Der wichtigste Unterschied zwischen Verbriefungen und Pfandbriefen nach deutschem Recht: Im Falle einer Insolvenz des Emittenten ist ein gesetzlich vorgeschriebener Treuhänder für die Regulierung der Ansprüche der Pfandbrief-Investoren bestellt. Dies gibt mehr Sicherheit als bei einer Verbriefung, bei der ein Anleger im Zweifel einen aufwendigen Zivilrechtsprozess führen muss, um an sein Geld zu kommen.

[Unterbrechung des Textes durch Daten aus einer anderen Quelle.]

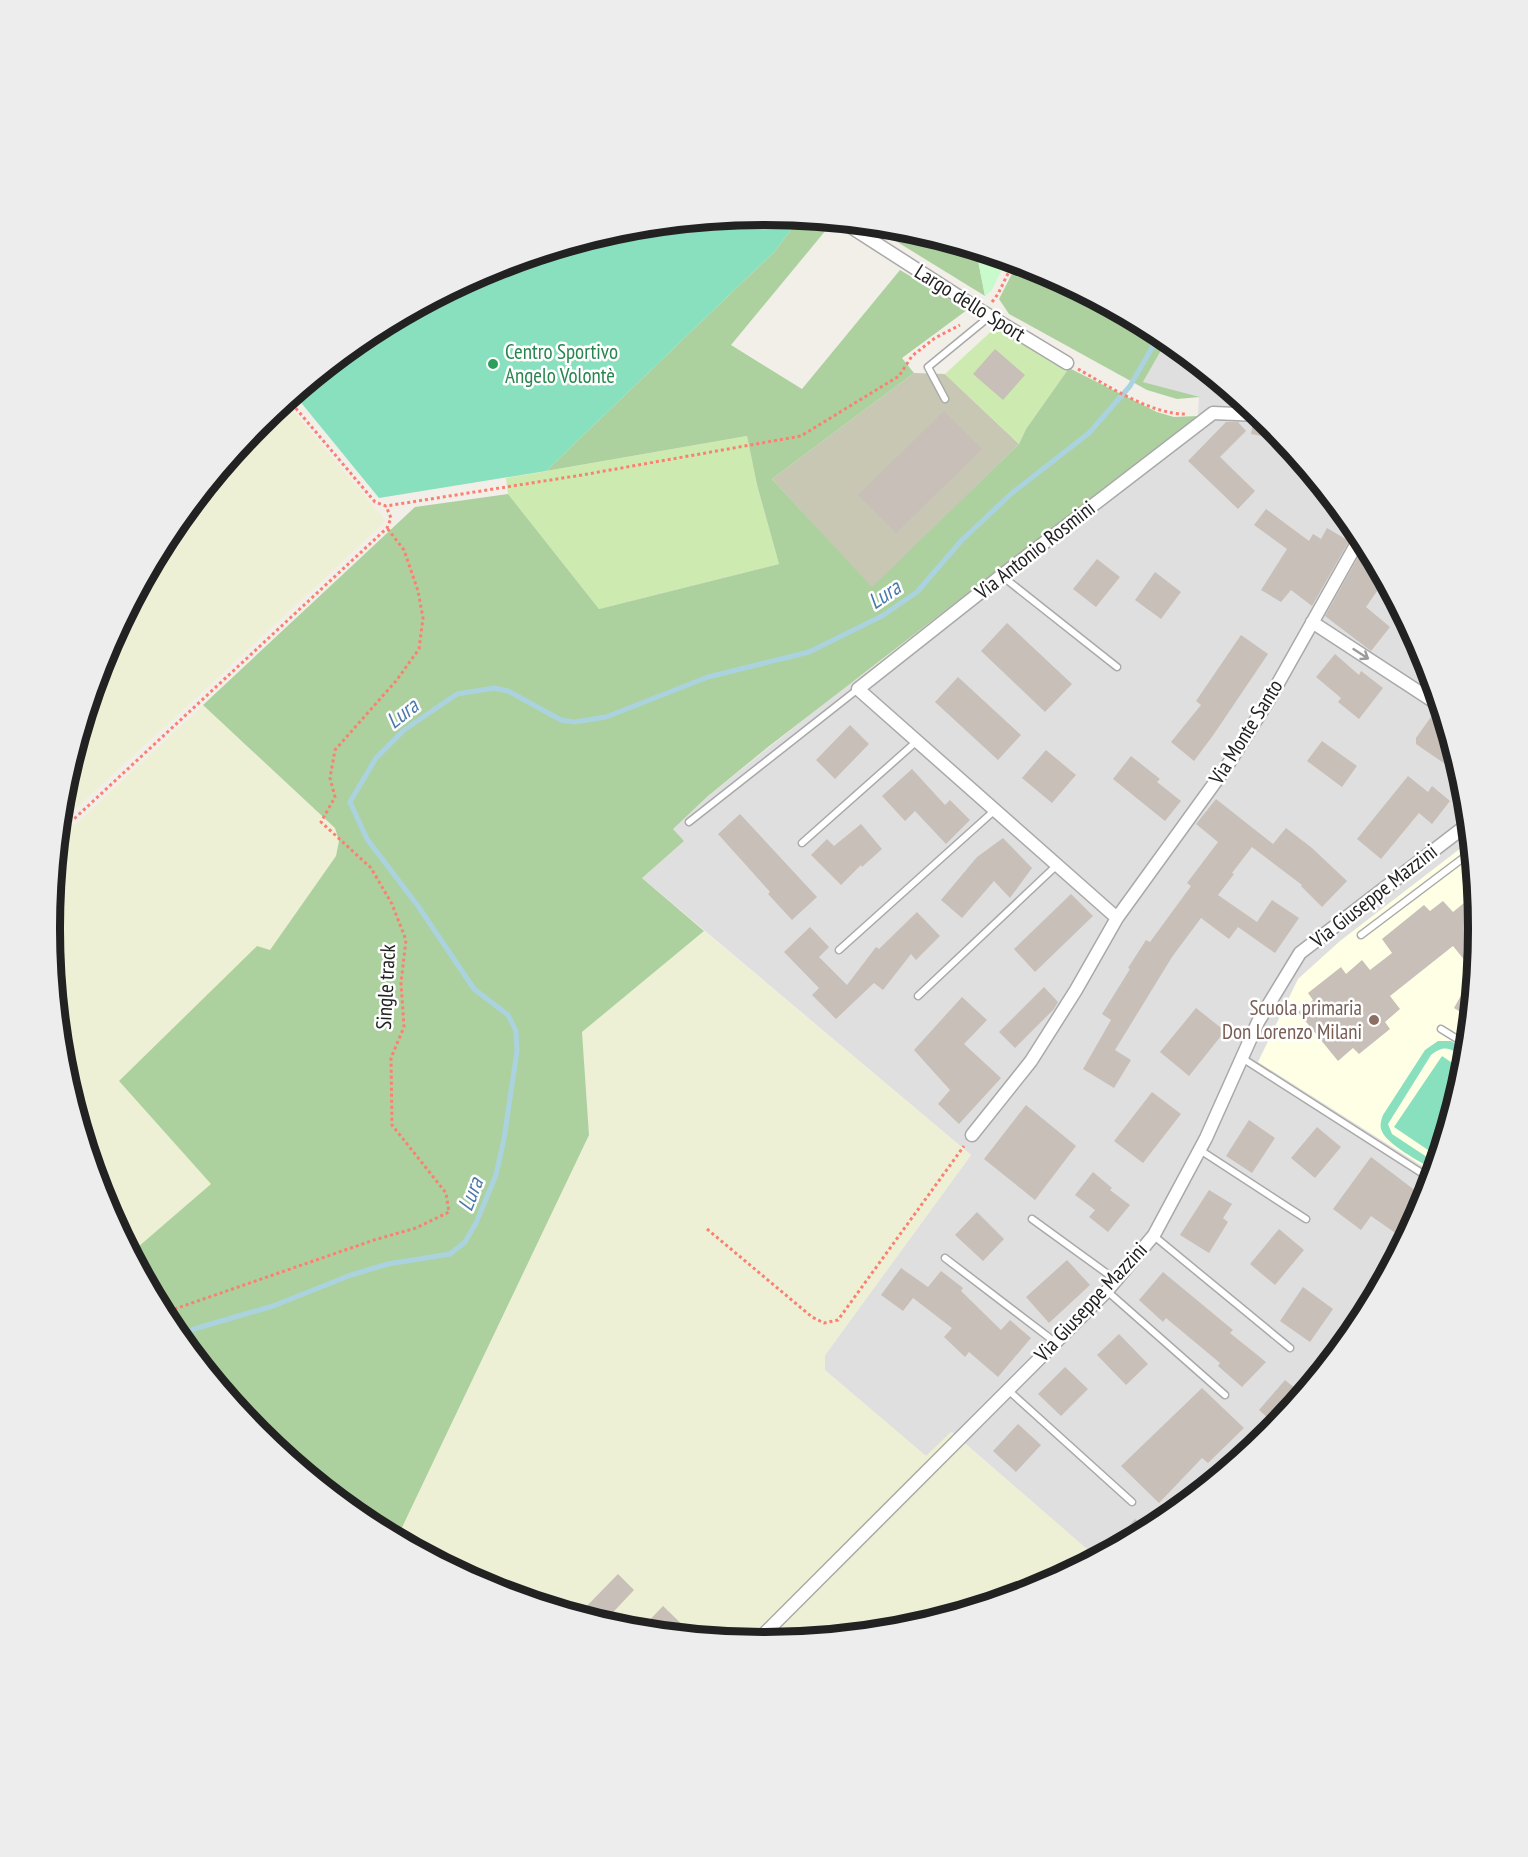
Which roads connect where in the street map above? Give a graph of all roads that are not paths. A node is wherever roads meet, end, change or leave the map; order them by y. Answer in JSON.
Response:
{"nodes":[{"id":1,"x":857,"y":231,"type":"edge"},
{"id":2,"x":987,"y":314,"type":"junction"},
{"id":3,"x":1067,"y":363,"type":"road end"},
{"id":4,"x":945,"y":399,"type":"dead end"},
{"id":5,"x":1245,"y":415,"type":"edge"},
{"id":6,"x":1355,"y":546,"type":"edge"},
{"id":7,"x":1001,"y":576,"type":"junction"},
{"id":8,"x":1312,"y":622,"type":"junction"},
{"id":9,"x":1117,"y":667,"type":"dead end"},
{"id":10,"x":858,"y":689,"type":"junction"},
{"id":11,"x":1430,"y":699,"type":"edge"},
{"id":12,"x":917,"y":741,"type":"junction"},
{"id":13,"x":995,"y":810,"type":"junction"},
{"id":14,"x":689,"y":822,"type":"dead end"},
{"id":15,"x":1461,"y":830,"type":"edge"},
{"id":16,"x":802,"y":843,"type":"dead end"},
{"id":17,"x":1464,"y":857,"type":"edge"},
{"id":18,"x":1057,"y":865,"type":"junction"},
{"id":19,"x":1117,"y":918,"type":"junction"},
{"id":20,"x":1361,"y":935,"type":"dead end"},
{"id":21,"x":839,"y":950,"type":"dead end"},
{"id":22,"x":918,"y":996,"type":"dead end"},
{"id":23,"x":1441,"y":1029,"type":"dead end"},
{"id":24,"x":1459,"y":1040,"type":"edge"},
{"id":25,"x":1242,"y":1058,"type":"junction"},
{"id":26,"x":972,"y":1135,"type":"road end"},
{"id":27,"x":1200,"y":1150,"type":"junction"},
{"id":28,"x":1423,"y":1174,"type":"edge"},
{"id":29,"x":1032,"y":1219,"type":"dead end"},
{"id":30,"x":1306,"y":1219,"type":"dead end"},
{"id":31,"x":1154,"y":1235,"type":"junction"},
{"id":32,"x":945,"y":1258,"type":"dead end"},
{"id":33,"x":1117,"y":1280,"type":"junction"},
{"id":34,"x":1107,"y":1291,"type":"junction"},
{"id":35,"x":1055,"y":1342,"type":"junction"},
{"id":36,"x":1290,"y":1347,"type":"dead end"},
{"id":37,"x":1007,"y":1389,"type":"junction"},
{"id":38,"x":1225,"y":1395,"type":"dead end"},
{"id":39,"x":1132,"y":1502,"type":"dead end"},
{"id":40,"x":766,"y":1632,"type":"edge"}],
"edges":[{"from":1,"to":2,"type":"street","name":"Largo dello Sport"},
{"from":2,"to":3,"type":"street","name":"Largo dello Sport"},
{"from":2,"to":4,"type":"lane"},
{"from":5,"to":7,"type":"street","name":"Via Antonio Rosmini"},
{"from":6,"to":8,"type":"street","name":"Via Monte Santo"},
{"from":7,"to":9,"type":"lane"},
{"from":7,"to":10,"type":"street","name":"Via Antonio Rosmini"},
{"from":8,"to":11,"type":"street","one_way":true},
{"from":8,"to":19,"type":"street","name":"Via Monte Santo"},
{"from":10,"to":12,"type":"street"},
{"from":10,"to":14,"type":"lane"},
{"from":12,"to":13,"type":"street"},
{"from":12,"to":16,"type":"lane"},
{"from":13,"to":18,"type":"street"},
{"from":13,"to":21,"type":"lane"},
{"from":15,"to":25,"type":"street","name":"Via Giuseppe Mazzini"},
{"from":17,"to":20,"type":"lane"},
{"from":18,"to":19,"type":"street"},
{"from":18,"to":22,"type":"lane"},
{"from":19,"to":26,"type":"street","name":"Via Monte Santo"},
{"from":23,"to":24,"type":"lane"},
{"from":25,"to":27,"type":"street","name":"Via Giuseppe Mazzini"},
{"from":25,"to":28,"type":"lane"},
{"from":27,"to":30,"type":"lane"},
{"from":27,"to":31,"type":"street","name":"Via Giuseppe Mazzini"},
{"from":29,"to":33,"type":"lane"},
{"from":31,"to":33,"type":"street","name":"Via Giuseppe Mazzini"},
{"from":31,"to":36,"type":"lane"},
{"from":32,"to":35,"type":"lane"},
{"from":33,"to":34,"type":"street","name":"Via Giuseppe Mazzini"},
{"from":34,"to":35,"type":"street","name":"Via Giuseppe Mazzini"},
{"from":34,"to":38,"type":"lane"},
{"from":35,"to":37,"type":"street","name":"Via Giuseppe Mazzini"},
{"from":37,"to":39,"type":"lane"},
{"from":37,"to":40,"type":"street","name":"Via Giuseppe Mazzini"}]}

Die aktuelle Krise bleibt aber auch nicht ohne Auswirkungen auf den Pfandbrief. Die Commerzbank-Tochter Eurohypo musste für ihr am gestrigen Dienstag platziertes Papier mit einem Volumen von 2,5 Mrd. Euro einen Aufschlag von 44,8 Basispunkten gegenüber der vergleichbaren risikolosen deutschen Staatsanleihe zahlen. Vor der Krise hätte man etliche Basispunkte weniger gezahlt. Bei Milliardenvolumina spielen Hundertstelprozentpunkte eine große Rolle. Auch die Landesbank Baden-Württemberg und die WestLB, die zuletzt Jumbo-Pfandbriefe zur Refinanzierung von Staatsschulden platzierten, mussten den Käufern höhere Renditen als in der Vergangenheit einräumen.

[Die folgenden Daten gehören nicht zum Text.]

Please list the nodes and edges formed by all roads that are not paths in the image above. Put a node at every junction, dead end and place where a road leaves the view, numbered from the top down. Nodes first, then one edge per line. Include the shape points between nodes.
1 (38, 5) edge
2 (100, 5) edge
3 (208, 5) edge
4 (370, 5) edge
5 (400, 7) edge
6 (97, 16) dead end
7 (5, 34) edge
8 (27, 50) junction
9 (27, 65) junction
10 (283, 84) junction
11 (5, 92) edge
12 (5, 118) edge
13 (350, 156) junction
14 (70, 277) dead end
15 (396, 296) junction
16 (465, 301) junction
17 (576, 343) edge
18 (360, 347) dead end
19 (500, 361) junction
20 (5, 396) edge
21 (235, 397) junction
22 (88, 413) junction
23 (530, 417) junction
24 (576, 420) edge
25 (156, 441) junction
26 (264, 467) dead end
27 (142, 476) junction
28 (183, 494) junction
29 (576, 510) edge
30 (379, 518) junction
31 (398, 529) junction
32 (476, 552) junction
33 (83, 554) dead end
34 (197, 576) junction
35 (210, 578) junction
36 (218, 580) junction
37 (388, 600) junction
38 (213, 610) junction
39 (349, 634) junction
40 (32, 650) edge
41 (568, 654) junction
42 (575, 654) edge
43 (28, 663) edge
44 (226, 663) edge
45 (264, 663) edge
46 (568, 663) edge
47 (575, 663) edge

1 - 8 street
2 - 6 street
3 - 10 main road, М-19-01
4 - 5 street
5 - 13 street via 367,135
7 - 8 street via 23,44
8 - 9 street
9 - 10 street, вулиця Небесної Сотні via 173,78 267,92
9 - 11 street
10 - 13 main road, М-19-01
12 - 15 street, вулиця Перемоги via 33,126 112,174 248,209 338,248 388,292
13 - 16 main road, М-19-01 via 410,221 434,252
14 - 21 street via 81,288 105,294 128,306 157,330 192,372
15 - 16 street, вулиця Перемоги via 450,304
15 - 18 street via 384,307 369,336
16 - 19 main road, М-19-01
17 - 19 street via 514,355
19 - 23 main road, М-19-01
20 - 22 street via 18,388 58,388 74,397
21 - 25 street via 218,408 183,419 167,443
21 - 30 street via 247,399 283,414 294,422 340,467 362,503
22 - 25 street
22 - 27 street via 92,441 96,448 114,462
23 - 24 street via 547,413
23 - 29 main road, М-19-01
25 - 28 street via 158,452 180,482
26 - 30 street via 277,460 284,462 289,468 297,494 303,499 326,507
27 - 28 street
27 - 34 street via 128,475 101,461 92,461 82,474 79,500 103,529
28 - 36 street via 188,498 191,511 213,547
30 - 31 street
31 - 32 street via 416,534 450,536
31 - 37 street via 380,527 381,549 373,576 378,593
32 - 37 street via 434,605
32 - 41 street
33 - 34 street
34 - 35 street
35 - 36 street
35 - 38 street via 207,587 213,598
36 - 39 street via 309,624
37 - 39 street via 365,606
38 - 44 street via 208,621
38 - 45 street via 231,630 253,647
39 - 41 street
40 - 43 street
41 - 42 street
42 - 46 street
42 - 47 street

Eurohypo-Vorstand Henning Rasche rechnet damit, dass die Refinanzierungskosten der Banken dauerhaft höher sein werden als noch vor wenigen Monaten: „Die Neubewertung von Risiko am Kapitalmarkt durch die Krise wird dazu führen, dass Verbriefungen und Pfandbriefe als Refinanzierungsinstrumente teurer werden.“ Aber die Investoren hätten gelernt, dass die gesetzlich garantierte Sicherheit des deutschen Pfandbriefs etwas wert sei. „Ich erwarte daher, dass die Refinanzierung über den Pfandbrief deutlich günstiger gegenüber der Verbriefung bleiben wird“, sagte Rasche, der auch Präsident des Pfandbriefverbandes VdP ist.

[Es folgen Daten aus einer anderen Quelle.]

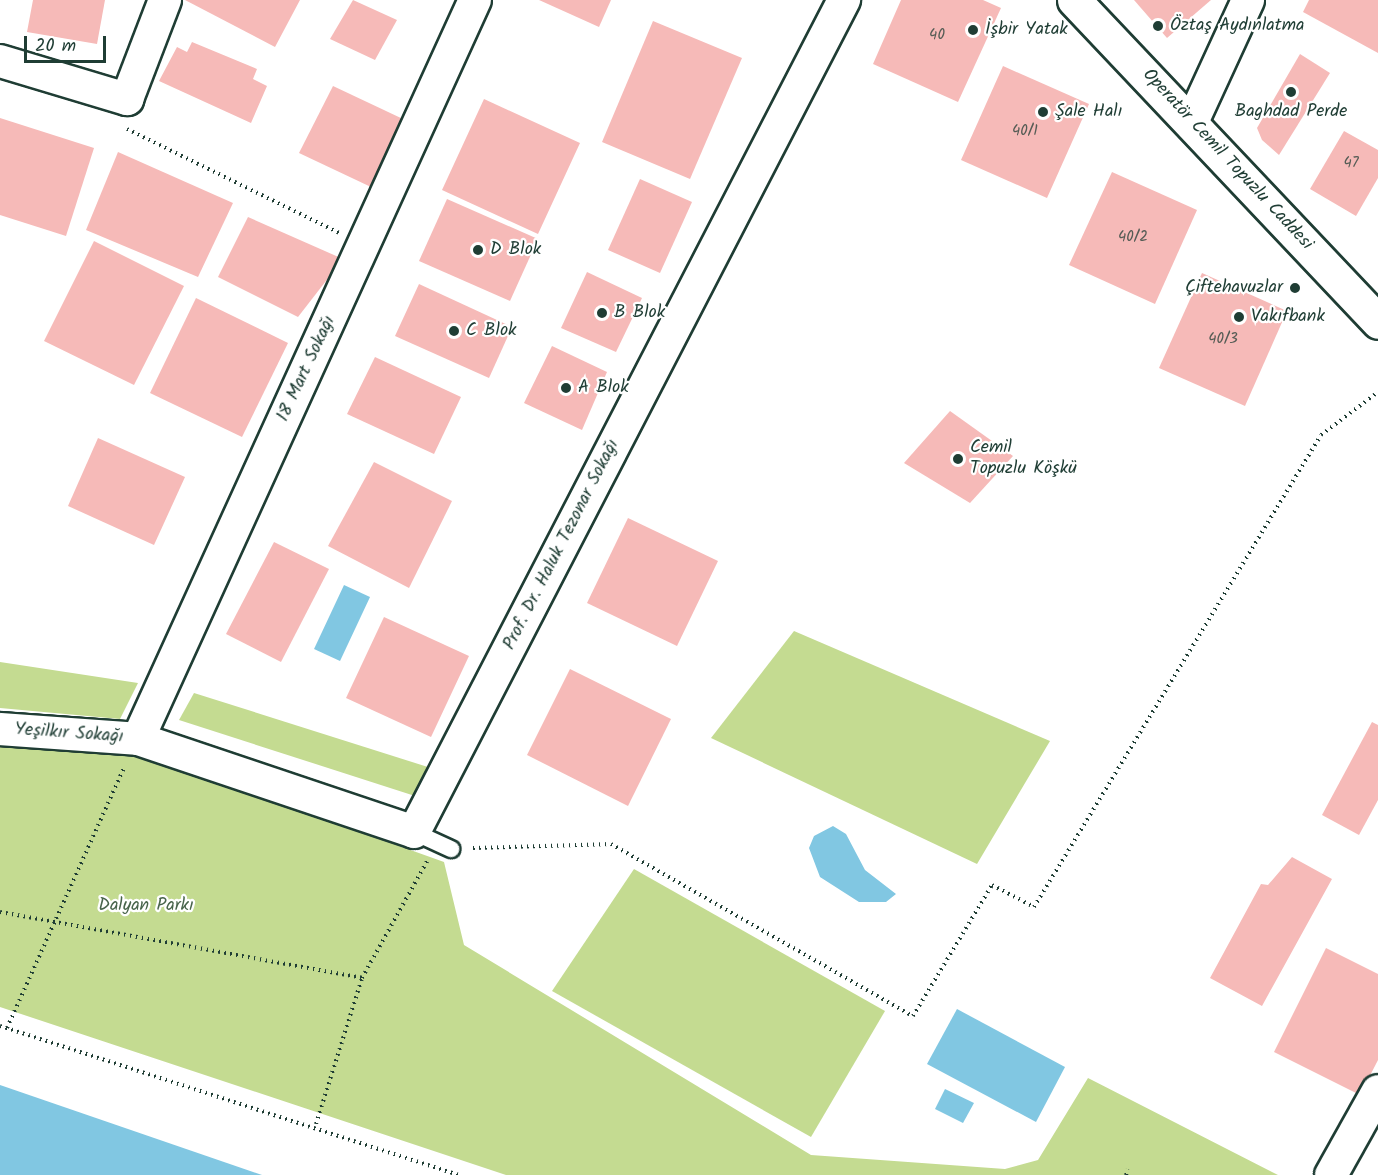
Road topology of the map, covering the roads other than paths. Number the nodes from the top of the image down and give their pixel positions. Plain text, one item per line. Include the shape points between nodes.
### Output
1 (165, 0) edge
2 (475, 0) edge
3 (844, 0) edge
4 (1074, 0) edge
5 (1248, 0) edge
6 (0, 61) edge
7 (1192, 122) junction
8 (1378, 322) edge
9 (0, 729) edge
10 (138, 739) junction
11 (422, 843) junction
12 (451, 849) road end
13 (1378, 1091) edge
14 (1331, 1175) edge

1 - 6 street via 127,99
2 - 10 street, 18 Mart Sokağı
3 - 11 street, Prof. Dr. Haluk Tezonar Sokağı
4 - 7 main road, Operatör Cemil Topuzlu Caddesi
5 - 7 street
7 - 8 main road, Operatör Cemil Topuzlu Caddesi
9 - 10 street, Yeşilkır Sokağı
10 - 11 street
11 - 12 lane
13 - 14 street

Wie zuvor schon Georg Funke, Chef des Eurohypo-Konkurrenten Hypo Real Estate, rechnet er daher mit einer Renaissance des Pfandbriefs, der in der Vergangenheit wegen der großen Nachfrage nach Verbriefungen etwas an Bedeutung verloren hatte. Experten erwarten daher, dass das von der Krise gebeutelte Emissionvolumen deutscher Pfandbriefe im nächsten Jahr wieder anzieht. De la Rubia geht davon aus, dass 2008 ein Volumen von 31,4 Mrd. Euro in Pfandbriefen platziert werden kann, dieses Jahr waren es bisher lediglich 26 Mrd. Euro.